I wait to see if she’ll blanch with revulsion or sputter indignantly at my undignified language. Instead, Rochelle presses her knuckles to her lips against a chortle.

All right, at least one person in this place isn’t completely awful.

My new acquaintance opens her mouth as if to say something else, but at the same moment, Emperor Tarquin raises his goblet. Another silence sweeps over the table in an instant.

“We have such wonderful company for dinner tonight,” he says in a regal tone pitched to carry throughout the room. “So many fine ladies for my son to consider.
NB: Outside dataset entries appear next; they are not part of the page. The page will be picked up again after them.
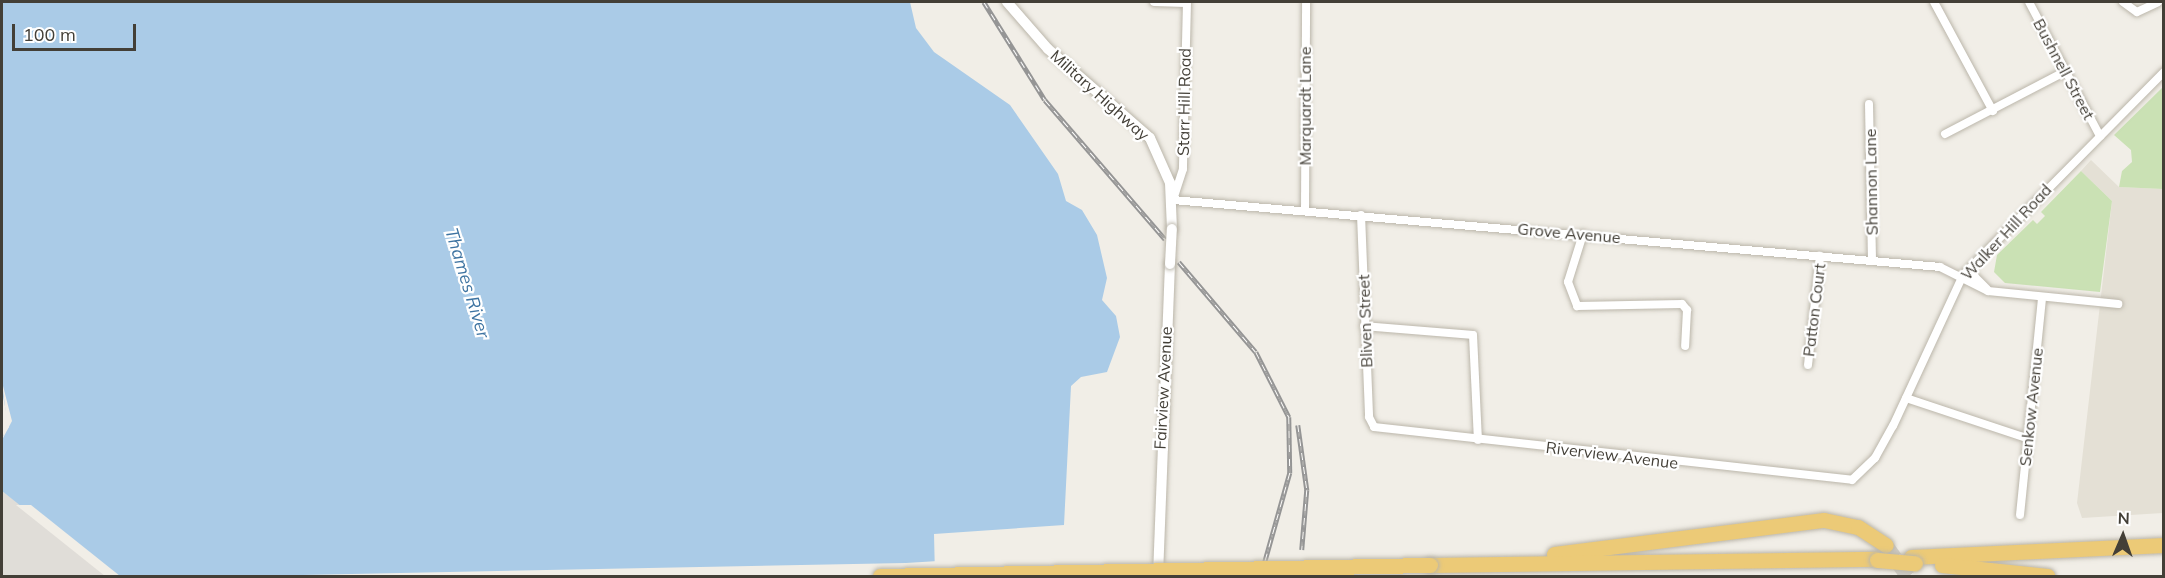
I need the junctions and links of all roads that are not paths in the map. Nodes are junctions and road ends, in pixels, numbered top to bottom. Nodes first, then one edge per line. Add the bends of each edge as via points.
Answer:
1 (1007, 2) edge
2 (1154, 2) edge
3 (1186, 2) edge
4 (1306, 2) edge
5 (1934, 2) edge
6 (2029, 2) edge
7 (2123, 2) edge
8 (2158, 2) edge
9 (2064, 72) junction
10 (2163, 72) edge
11 (1869, 104) dead end
12 (1993, 111) junction
13 (1945, 134) dead end
14 (2100, 136) junction
15 (1173, 200) junction
16 (1305, 211) junction
17 (1361, 215) junction
18 (1583, 234) junction
19 (1820, 256) junction
20 (1872, 260) junction
21 (1963, 275) junction
22 (2042, 298) junction
23 (2118, 304) dead end
24 (1364, 326) junction
25 (1685, 346) dead end
26 (1808, 365) dead end
27 (1906, 398) junction
28 (1372, 425) joint
29 (2029, 439) junction
30 (1478, 440) junction
31 (1852, 480) joint
32 (2020, 515) dead end
33 (1886, 545) tunnel mouth
34 (2163, 545) edge
35 (1913, 560) junction
36 (1520, 565) junction
37 (880, 576) edge
38 (1158, 576) edge
39 (2047, 576) edge

1 - 15 street, Military Highway via 1048,49 1150,138
2 - 3 street
3 - 15 street, Starr Hill Road via 1183,169
4 - 16 street, Marquardt Lane
5 - 12 street
6 - 9 street, Bushnell Street
7 - 8 street via 2137,12
9 - 12 street
9 - 14 street, Bushnell Street
10 - 14 street, Walker Hill Road
11 - 20 street, Shannon Lane
12 - 13 street
14 - 21 street, Walker Hill Road
15 - 16 street, Grove Avenue
15 - 38 street, Fairview Avenue, bridge
16 - 17 street, Grove Avenue
17 - 18 street, Grove Avenue
17 - 24 street, Bliven Street
18 - 19 street, Grove Avenue
18 - 25 street via 1568,282 1577,306 1682,304 1687,309
19 - 20 street, Grove Avenue
19 - 26 street, Patton Court
20 - 21 street, Grove Avenue via 1946,267
21 - 22 street, Grove Avenue via 1988,291
21 - 27 street, Walker Hill Road
22 - 23 street
22 - 29 street, Senkow Avenue
24 - 28 street, Bliven Street
24 - 30 street via 1473,334
27 - 29 street
27 - 31 street, Walker Hill Road via 1875,458
28 - 30 street, Riverview Avenue
29 - 32 street, Senkow Avenue
30 - 31 street, Riverview Avenue
33 - 36 highway via 1852,525 1815,521 1557,554
34 - 35 highway
35 - 36 highway, bridge
35 - 39 highway
36 - 37 highway, bridge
In honor of the most recent arrival among those ladies, we’re drinking creekvine wine tonight, transported all the way from distant Accasy. I hope Princess Aurelia will enjoy the taste of home. But drink cautiously—I hear this is a potent vintage.”

Who did he hear that from? The soldiers and overseers who tramp into our taverns to demand the stuff, who call it “wild wine” and let themselves run wild in the most savage possible way while they’re drunk on it?

I force a grin and lift my goblet to match his informal toast. My first sip burns down my throat, tart and heady.

Every Accasian knows half a glass of creekvine wine is enough, meant to be savored slowly.

The servants pass around slivers of fresh-baked bread dipped in pungent oil, then collect our plates before bringing the first full course. Each plate arrives covered in a silver dome.

Rochelle receives her food first: a roll of crisp pastry stuffed with herb-speckled cheese and drizzled with crimson sauce. As the server deposits mine, my eyes drop to the plate—and my heart skips a beat.

There at the base of the roll, small enough that no one would notice it except at the angle of my seat, the sauce appears to have congealed into the blurred but readable shapes of seven letters. They burn into my vision like a message written in blood.

TRAITOR.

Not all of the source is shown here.